Saturday, March 28, 2015

How I spent my weekend

This post will be long, personal and a little piece of my soul.  Bear with me.

This past weekend, I went on a Walk to Emmaus.  If you have never heard of it, it is a wonderful weekend with God.  It is the most awesome experience I have ever been involved with.  I went on my first walk 6 years ago and have worked a few times since serving and helping when I can.  It is an absolutely, life changing experience!  It is a weekend of fellowship, worship, speakers, laughter, tears, prayer, singing and God.  Let's not forget little sleep and tons of food.  The beautiful thing about Emmaus is you get all kinds of women from different denominations worshiping together.  Coming from a Baptist background, my form of worship is different than say a Pentecostal or Church of God.  But I have learned that we all have a common goal: to get closer to God.  It is a truly amazing experience.  This weekend was one I will never forget.  God was able to help me let go of such deep hurts, that today, 6 days later, I am still basking in His love and mercy.

You see, I am infertile.  Yep, I said it.  INFERTILE.  Whenever, you hear women talk about their struggles with infertility, they usually say, "We are experiencing some infertility", or "We are having some trouble getting pregnant".   Well, let me just say after 18 years of trying with absolutely no success,  I get the gold star!  I can not even begin to tell you of the struggles, depression, anger and bitterness that I have wrestled with my whole adult life over my infertility.  The bible says, "the fruit of the womb is His reward".  I have went through many periods of utter despair over not receiving that "reward", when I faithfully served and followed Him.  Even my adopted loves have a birth mother, a lady who got to feel them move, give birth and be "rewarded".  At times it was like a slap in my face.  In my mind there was this secret club that I could never belong to no matter how hard I tried.  If you are infertile like me, you know which one I'm talking about.  It's the one that gathers at every baby shower, womens night out and even holiday gatherings.  It's the "lets all tell our pregnancy tales" club.  I can remember sitting there so many times wanting the floor to swallow me as midnight cravings were discussed or the excitement of feeling the baby kick, fighting back tears because I had nothing to contribute.  Many times I have quietly gotten up from the  conversation with no one realizing the silent anguish I carried inside. 

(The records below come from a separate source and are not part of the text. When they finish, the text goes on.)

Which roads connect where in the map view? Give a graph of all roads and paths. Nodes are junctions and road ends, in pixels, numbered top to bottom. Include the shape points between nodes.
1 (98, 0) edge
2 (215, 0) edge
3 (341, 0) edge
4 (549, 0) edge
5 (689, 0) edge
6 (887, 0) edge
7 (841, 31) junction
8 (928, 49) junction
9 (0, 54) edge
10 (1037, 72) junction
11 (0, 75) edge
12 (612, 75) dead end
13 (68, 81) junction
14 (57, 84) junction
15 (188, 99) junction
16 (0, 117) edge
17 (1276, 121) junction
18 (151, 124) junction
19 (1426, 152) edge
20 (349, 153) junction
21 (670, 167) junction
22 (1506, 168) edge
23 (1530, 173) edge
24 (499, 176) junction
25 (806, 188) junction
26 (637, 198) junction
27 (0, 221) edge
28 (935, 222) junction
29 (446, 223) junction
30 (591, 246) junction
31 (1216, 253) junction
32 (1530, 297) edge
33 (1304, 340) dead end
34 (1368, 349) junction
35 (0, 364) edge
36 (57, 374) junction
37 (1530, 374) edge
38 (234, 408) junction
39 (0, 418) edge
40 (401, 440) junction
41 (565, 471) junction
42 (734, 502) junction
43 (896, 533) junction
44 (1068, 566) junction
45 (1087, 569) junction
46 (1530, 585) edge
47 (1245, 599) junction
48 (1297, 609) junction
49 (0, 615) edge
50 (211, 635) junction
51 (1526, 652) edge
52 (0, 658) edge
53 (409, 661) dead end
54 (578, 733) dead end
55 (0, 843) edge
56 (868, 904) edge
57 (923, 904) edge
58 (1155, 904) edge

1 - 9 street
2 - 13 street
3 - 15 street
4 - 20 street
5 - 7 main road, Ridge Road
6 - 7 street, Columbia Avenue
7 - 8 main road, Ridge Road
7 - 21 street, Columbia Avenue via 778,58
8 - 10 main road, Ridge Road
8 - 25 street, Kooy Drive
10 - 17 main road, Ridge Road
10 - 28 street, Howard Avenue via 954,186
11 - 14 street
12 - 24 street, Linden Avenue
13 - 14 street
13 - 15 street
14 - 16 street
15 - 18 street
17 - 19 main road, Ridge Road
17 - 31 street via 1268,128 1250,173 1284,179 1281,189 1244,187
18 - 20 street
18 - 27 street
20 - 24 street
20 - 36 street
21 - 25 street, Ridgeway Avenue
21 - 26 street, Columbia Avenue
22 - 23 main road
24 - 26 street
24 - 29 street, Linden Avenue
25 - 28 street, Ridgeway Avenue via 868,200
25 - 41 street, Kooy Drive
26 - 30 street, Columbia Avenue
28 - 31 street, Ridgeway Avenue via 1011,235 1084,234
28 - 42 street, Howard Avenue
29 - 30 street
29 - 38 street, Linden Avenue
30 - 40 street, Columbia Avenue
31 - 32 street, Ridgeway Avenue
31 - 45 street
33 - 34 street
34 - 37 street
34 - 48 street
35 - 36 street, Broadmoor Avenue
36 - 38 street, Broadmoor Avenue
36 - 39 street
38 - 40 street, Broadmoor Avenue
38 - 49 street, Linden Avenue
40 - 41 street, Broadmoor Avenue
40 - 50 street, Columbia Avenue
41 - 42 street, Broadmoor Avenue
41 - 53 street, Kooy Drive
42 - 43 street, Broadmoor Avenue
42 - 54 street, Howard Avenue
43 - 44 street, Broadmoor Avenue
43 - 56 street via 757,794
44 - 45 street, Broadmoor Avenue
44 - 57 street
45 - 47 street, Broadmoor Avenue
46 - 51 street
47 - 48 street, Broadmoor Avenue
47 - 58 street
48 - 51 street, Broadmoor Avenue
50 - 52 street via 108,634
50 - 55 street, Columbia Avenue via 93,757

If you have an infertile friend, please don't ever say, "I understand how you feel".  The sweetest thing my mom, my sisters and a few special friends have said to me is, "I'm sorry you are going through this battle, I love you, I'm praying for you".  They didn't understand my despair, but they shared in it, lending a listening ear when I needed to vent and that was so comforting and helpful to me.

Now, I will say that adoption has absolutely filled my hearts desire to be a momma.  I longed for little arms around me and to hear the sweet words, "I love you mommy".  And God gave me the desires of my heart. My children are the best thing to ever happen to me.  I can't imagine that I would love a biological child any more.  I'd like to say I never had times of depression after adoption and longing for pregnancy, but that would be a lie.  I still wanted what I couldn't have.  Don't we all do that to some degree?  Bitterness took an ugly hold on my heart and at times I was able to squash it and experience pure joy.  But the seeds were still there, lurking in the dark, always looking for an opportunity to rear their ugly heads.  I just wasn't ready to let go and let God.

My resolution in January was for healing.  That was the word that kept coming up when I would pray.  I really just wanted my infertility to not have such a negative hold on me any more.  I even looked up several verses in my concordance on healing and wrote them down in my journal.  I was ready in January to take a step in the right direction for God to deal with me about my bitterness.  I was called about working the next women's walk and the first talk that a pastor gave at our team meeting was about healing.  I knew that God meant to work on my heart that weekend.  

There is a special ceremony during the womens walk, where you are asked to let go of something holding you back in life.  I knew for me it was my bitterness.  When I spoke it out loud and claimed it, I was able to finally and when I say finally, I am crying as I type this, FINALLY, able to let go of all my hurt and disappointments with my fertility struggles.  1 Peter 5:7 says, "Casting all your care upon him; for he careth for you".  I was able to really just let it go and let God.  I let God just minister to me and love me.  It was one of the sweetest times of fellowship I've ever had with the Lord.  He truly does care for us and hurts when we hurt.  He rejoices when we find that joy that only He can give.

You want to know the awesome part?  At my table God placed two other adoptive moms, a newly pregnant soon-to-be mom, a mom with 5 kids and a young mom.  All precious women who showed me that it doesn't matter how we became moms, through biology or adoption, we are all on this journey together.  My journey doesn't look like anyone elses but I can finally say, It is well with my soul.  For now, I am so content to raise my darlings and just enjoy being alive.  Life is hard sometimes, but God is good!  What a beautiful, amazing journey it is!


1 comment:

  1. This was so good to read. Although I am ready to adopt, I still have that pain deep inside about never carrying a baby. I am going to start praying for it to be well with my soul too!